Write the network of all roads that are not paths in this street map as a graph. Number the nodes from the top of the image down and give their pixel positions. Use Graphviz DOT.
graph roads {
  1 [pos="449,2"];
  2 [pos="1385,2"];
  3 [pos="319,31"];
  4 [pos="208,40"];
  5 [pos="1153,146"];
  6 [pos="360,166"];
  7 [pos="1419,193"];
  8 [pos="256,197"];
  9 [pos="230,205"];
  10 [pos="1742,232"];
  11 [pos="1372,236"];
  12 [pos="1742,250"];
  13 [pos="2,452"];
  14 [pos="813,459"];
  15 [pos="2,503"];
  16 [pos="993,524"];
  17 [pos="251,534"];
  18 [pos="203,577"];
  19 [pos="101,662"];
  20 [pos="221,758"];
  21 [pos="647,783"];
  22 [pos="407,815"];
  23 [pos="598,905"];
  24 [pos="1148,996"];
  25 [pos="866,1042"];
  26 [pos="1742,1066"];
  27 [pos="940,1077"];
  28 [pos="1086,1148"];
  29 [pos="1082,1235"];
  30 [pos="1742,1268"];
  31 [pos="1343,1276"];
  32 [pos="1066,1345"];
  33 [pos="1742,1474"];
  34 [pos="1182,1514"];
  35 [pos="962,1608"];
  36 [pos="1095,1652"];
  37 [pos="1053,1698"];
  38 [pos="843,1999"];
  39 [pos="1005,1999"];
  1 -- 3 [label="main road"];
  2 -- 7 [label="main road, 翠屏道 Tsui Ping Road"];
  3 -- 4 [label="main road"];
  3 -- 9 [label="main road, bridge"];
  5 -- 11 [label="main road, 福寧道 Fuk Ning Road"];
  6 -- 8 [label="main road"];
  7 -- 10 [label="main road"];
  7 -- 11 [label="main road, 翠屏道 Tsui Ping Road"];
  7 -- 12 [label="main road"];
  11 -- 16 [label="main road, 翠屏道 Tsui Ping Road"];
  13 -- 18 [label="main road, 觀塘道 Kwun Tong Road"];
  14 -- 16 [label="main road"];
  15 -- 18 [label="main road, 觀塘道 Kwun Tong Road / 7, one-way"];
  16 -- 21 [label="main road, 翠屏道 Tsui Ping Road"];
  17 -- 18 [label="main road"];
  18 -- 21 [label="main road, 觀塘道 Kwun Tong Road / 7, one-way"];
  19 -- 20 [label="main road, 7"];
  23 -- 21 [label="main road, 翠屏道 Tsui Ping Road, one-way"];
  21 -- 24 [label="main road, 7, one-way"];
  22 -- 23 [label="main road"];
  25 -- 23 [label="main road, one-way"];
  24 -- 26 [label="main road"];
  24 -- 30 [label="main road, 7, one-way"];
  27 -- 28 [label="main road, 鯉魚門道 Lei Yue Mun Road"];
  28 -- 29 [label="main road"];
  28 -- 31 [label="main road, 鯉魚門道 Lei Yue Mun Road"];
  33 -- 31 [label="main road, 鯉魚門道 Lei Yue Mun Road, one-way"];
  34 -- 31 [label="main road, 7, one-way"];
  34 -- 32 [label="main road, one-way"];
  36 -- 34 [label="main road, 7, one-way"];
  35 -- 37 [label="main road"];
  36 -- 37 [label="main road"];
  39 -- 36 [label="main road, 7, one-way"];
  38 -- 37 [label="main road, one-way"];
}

■ ■ ■ ■

Looking at the data above, count each line that holds the word "roads" and report the count alone.

> RESULT OF THE TASK:
2